> **Problem description**: Without pictures, retype the following entries exactly.
### Raw data ###
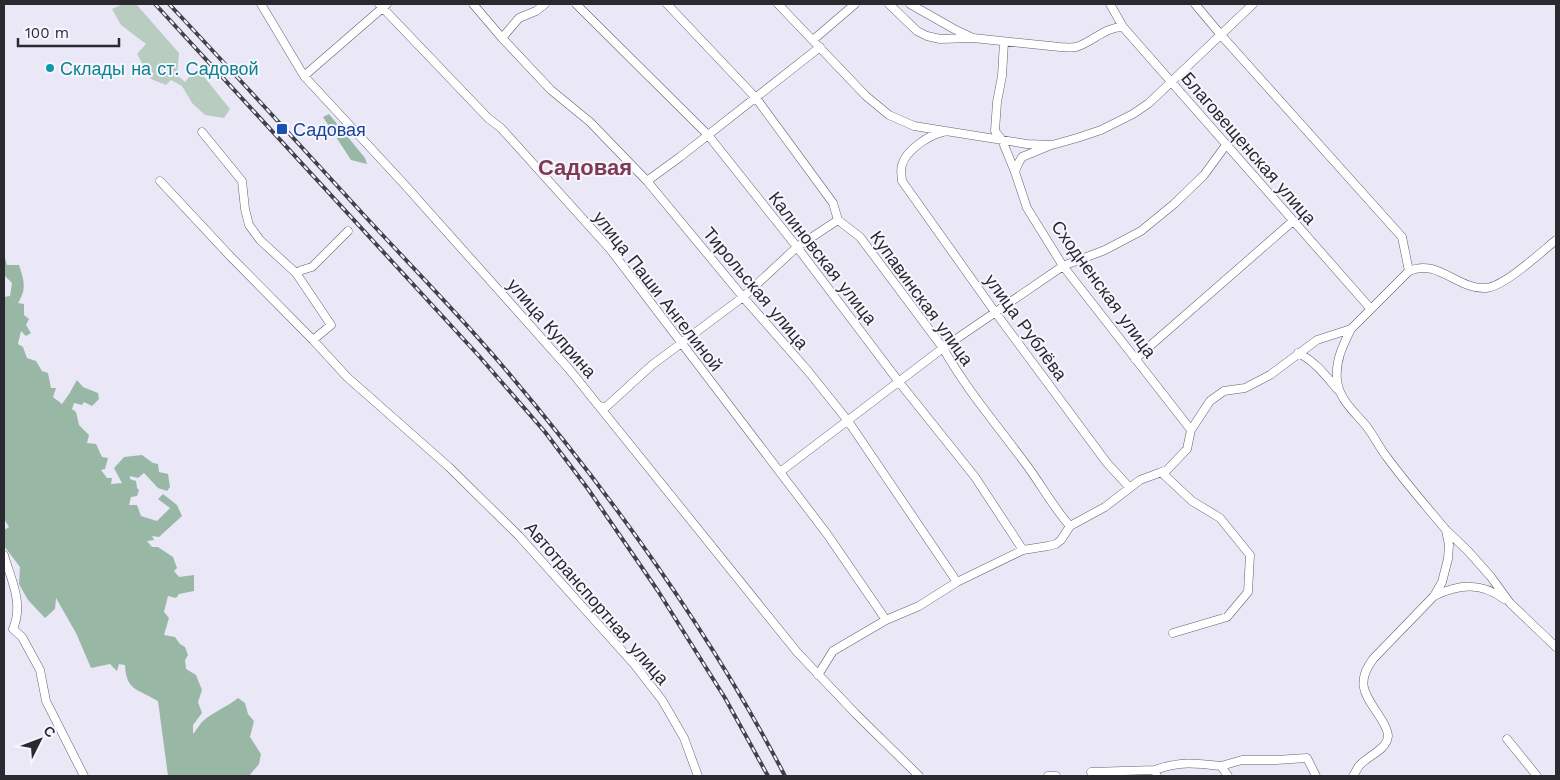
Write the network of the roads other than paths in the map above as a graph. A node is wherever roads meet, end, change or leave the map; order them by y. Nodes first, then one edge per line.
1 (261, 4) edge
2 (473, 4) edge
3 (545, 4) edge
4 (576, 4) edge
5 (667, 4) edge
6 (778, 4) edge
7 (856, 4) edge
8 (889, 4) edge
9 (910, 4) edge
10 (1110, 4) edge
11 (1195, 4) edge
12 (1253, 4) edge
13 (383, 5) edge
14 (1123, 27) junction
15 (954, 29) junction
16 (1221, 35) junction
17 (502, 38) junction
18 (973, 38) junction
19 (953, 39) junction
20 (813, 40) junction
21 (1004, 42) junction
22 (820, 47) junction
23 (304, 76) junction
24 (1172, 82) junction
25 (756, 98) junction
26 (947, 131) junction
27 (202, 132) dead end
28 (708, 135) junction
29 (1002, 140) junction
30 (1052, 144) junction
31 (1226, 145) junction
32 (1015, 172) junction
33 (160, 181) dead end
34 (647, 181) junction
35 (838, 220) junction
36 (1293, 221) junction
37 (348, 231) dead end
38 (1556, 240) edge
39 (797, 247) junction
40 (1063, 266) junction
41 (1409, 271) junction
42 (296, 274) junction
43 (742, 297) junction
44 (1370, 308) junction
45 (995, 312) junction
46 (1350, 329) junction
47 (313, 340) junction
48 (681, 343) junction
49 (942, 348) junction
50 (1298, 353) junction
51 (1135, 359) junction
52 (1337, 365) junction
53 (1321, 371) junction
54 (899, 382) junction
55 (1339, 391) junction
56 (599, 406) junction
57 (848, 421) junction
58 (1191, 430) junction
59 (780, 472) junction
60 (1161, 472) junction
61 (1130, 488) junction
62 (1070, 526) junction
63 (1446, 530) junction
64 (1023, 550) junction
65 (4, 554) edge
66 (957, 582) junction
67 (1434, 596) junction
68 (1510, 603) junction
69 (886, 620) junction
70 (13, 629) junction
71 (4, 630) edge
72 (1173, 632) dead end
73 (1556, 647) edge
74 (818, 675) junction
75 (1507, 739) dead end
76 (1221, 766) junction
77 (1091, 772) dead end
78 (1156, 773) edge
79 (84, 776) edge
80 (698, 776) edge
81 (919, 776) edge
82 (1048, 776) edge
83 (1056, 776) edge
84 (1228, 776) edge
85 (1316, 776) edge
86 (1353, 776) edge
87 (1537, 776) edge

1 - 23 street, улица Куприна
2 - 17 street, Тирольская улица
3 - 17 street
4 - 28 street, Калиновская улица
5 - 25 street
6 - 20 street
7 - 20 street
8 - 19 street
9 - 15 street
10 - 14 street, Благовещенская улица
11 - 16 street
12 - 16 street
13 - 23 street
13 - 48 street, улица Паши Ангелиной
14 - 21 street
14 - 24 street, Благовещенская улица
15 - 18 street
15 - 19 street
16 - 24 street
16 - 41 street
17 - 34 street, Тирольская улица
18 - 19 street
18 - 21 street
20 - 22 street
21 - 29 street, Сходненская улица
22 - 25 street
22 - 26 street
23 - 56 street, улица Куприна
24 - 30 street
24 - 31 street, Благовещенская улица
25 - 28 street
25 - 35 street
26 - 29 street
26 - 45 street, улица Рублёва
27 - 42 street
28 - 34 street
28 - 39 street, Калиновская улица
29 - 30 street
29 - 32 street, Сходненская улица
30 - 32 street
31 - 36 street, Благовещенская улица
31 - 40 street
32 - 40 street, Сходненская улица
33 - 47 street, Автотранспортная улица
34 - 43 street, Тирольская улица
35 - 39 street
35 - 49 street, Купавинская улица
36 - 44 street, Благовещенская улица
36 - 51 street
37 - 42 street
38 - 41 street
39 - 43 street
39 - 54 street, Калиновская улица
40 - 45 street
40 - 51 street, Сходненская улица
41 - 44 street
42 - 47 street
43 - 48 street
43 - 57 street, Тирольская улица
44 - 46 street
45 - 49 street
45 - 61 street, улица Рублёва
46 - 50 street
46 - 52 street
47 - 80 street, Автотранспортная улица
48 - 56 street
48 - 59 street, улица Паши Ангелиной
49 - 54 street
49 - 62 street, Купавинская улица
50 - 53 street
50 - 58 street
51 - 58 street, Сходненская улица
52 - 53 street
52 - 55 street
53 - 55 street
54 - 57 street
54 - 64 street, Калиновская улица
55 - 63 street
56 - 74 street, улица Куприна
57 - 59 street
57 - 66 street, Тирольская улица
58 - 60 street
59 - 69 street, улица Паши Ангелиной
60 - 61 street
60 - 72 street
61 - 62 street
62 - 64 street
63 - 67 street
63 - 68 street
64 - 66 street
65 - 70 street
66 - 69 street
67 - 68 street
67 - 86 street
68 - 73 street
69 - 74 street
70 - 71 street
70 - 79 street
74 - 81 street, улица Куприна
75 - 87 street
76 - 78 street
76 - 84 street
76 - 85 street
77 - 78 street
82 - 83 street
###
> **Task solution**:
Write the network of the roads other than paths in the map above as a graph. A node is wherever roads meet, end, change or leave the map; order them by y. Nodes first, then one edge per line.
1 (261, 4) edge
2 (473, 4) edge
3 (545, 4) edge
4 (576, 4) edge
5 (667, 4) edge
6 (778, 4) edge
7 (856, 4) edge
8 (889, 4) edge
9 (910, 4) edge
10 (1110, 4) edge
11 (1195, 4) edge
12 (1253, 4) edge
13 (383, 5) edge
14 (1123, 27) junction
15 (954, 29) junction
16 (1221, 35) junction
17 (502, 38) junction
18 (973, 38) junction
19 (953, 39) junction
20 (813, 40) junction
21 (1004, 42) junction
22 (820, 47) junction
23 (304, 76) junction
24 (1172, 82) junction
25 (756, 98) junction
26 (947, 131) junction
27 (202, 132) dead end
28 (708, 135) junction
29 (1002, 140) junction
30 (1052, 144) junction
31 (1226, 145) junction
32 (1015, 172) junction
33 (160, 181) dead end
34 (647, 181) junction
35 (838, 220) junction
36 (1293, 221) junction
37 (348, 231) dead end
38 (1556, 240) edge
39 (797, 247) junction
40 (1063, 266) junction
41 (1409, 271) junction
42 (296, 274) junction
43 (742, 297) junction
44 (1370, 308) junction
45 (995, 312) junction
46 (1350, 329) junction
47 (313, 340) junction
48 (681, 343) junction
49 (942, 348) junction
50 (1298, 353) junction
51 (1135, 359) junction
52 (1337, 365) junction
53 (1321, 371) junction
54 (899, 382) junction
55 (1339, 391) junction
56 (599, 406) junction
57 (848, 421) junction
58 (1191, 430) junction
59 (780, 472) junction
60 (1161, 472) junction
61 (1130, 488) junction
62 (1070, 526) junction
63 (1446, 530) junction
64 (1023, 550) junction
65 (4, 554) edge
66 (957, 582) junction
67 (1434, 596) junction
68 (1510, 603) junction
69 (886, 620) junction
70 (13, 629) junction
71 (4, 630) edge
72 (1173, 632) dead end
73 (1556, 647) edge
74 (818, 675) junction
75 (1507, 739) dead end
76 (1221, 766) junction
77 (1091, 772) dead end
78 (1156, 773) edge
79 (84, 776) edge
80 (698, 776) edge
81 (919, 776) edge
82 (1048, 776) edge
83 (1056, 776) edge
84 (1228, 776) edge
85 (1316, 776) edge
86 (1353, 776) edge
87 (1537, 776) edge

1 - 23 street, улица Куприна
2 - 17 street, Тирольская улица
3 - 17 street
4 - 28 street, Калиновская улица
5 - 25 street
6 - 20 street
7 - 20 street
8 - 19 street
9 - 15 street
10 - 14 street, Благовещенская улица
11 - 16 street
12 - 16 street
13 - 23 street
13 - 48 street, улица Паши Ангелиной
14 - 21 street
14 - 24 street, Благовещенская улица
15 - 18 street
15 - 19 street
16 - 24 street
16 - 41 street
17 - 34 street, Тирольская улица
18 - 19 street
18 - 21 street
20 - 22 street
21 - 29 street, Сходненская улица
22 - 25 street
22 - 26 street
23 - 56 street, улица Куприна
24 - 30 street
24 - 31 street, Благовещенская улица
25 - 28 street
25 - 35 street
26 - 29 street
26 - 45 street, улица Рублёва
27 - 42 street
28 - 34 street
28 - 39 street, Калиновская улица
29 - 30 street
29 - 32 street, Сходненская улица
30 - 32 street
31 - 36 street, Благовещенская улица
31 - 40 street
32 - 40 street, Сходненская улица
33 - 47 street, Автотранспортная улица
34 - 43 street, Тирольская улица
35 - 39 street
35 - 49 street, Купавинская улица
36 - 44 street, Благовещенская улица
36 - 51 street
37 - 42 street
38 - 41 street
39 - 43 street
39 - 54 street, Калиновская улица
40 - 45 street
40 - 51 street, Сходненская улица
41 - 44 street
42 - 47 street
43 - 48 street
43 - 57 street, Тирольская улица
44 - 46 street
45 - 49 street
45 - 61 street, улица Рублёва
46 - 50 street
46 - 52 street
47 - 80 street, Автотранспортная улица
48 - 56 street
48 - 59 street, улица Паши Ангелиной
49 - 54 street
49 - 62 street, Купавинская улица
50 - 53 street
50 - 58 street
51 - 58 street, Сходненская улица
52 - 53 street
52 - 55 street
53 - 55 street
54 - 57 street
54 - 64 street, Калиновская улица
55 - 63 street
56 - 74 street, улица Куприна
57 - 59 street
57 - 66 street, Тирольская улица
58 - 60 street
59 - 69 street, улица Паши Ангелиной
60 - 61 street
60 - 72 street
61 - 62 street
62 - 64 street
63 - 67 street
63 - 68 street
64 - 66 street
65 - 70 street
66 - 69 street
67 - 68 street
67 - 86 street
68 - 73 street
69 - 74 street
70 - 71 street
70 - 79 street
74 - 81 street, улица Куприна
75 - 87 street
76 - 78 street
76 - 84 street
76 - 85 street
77 - 78 street
82 - 83 street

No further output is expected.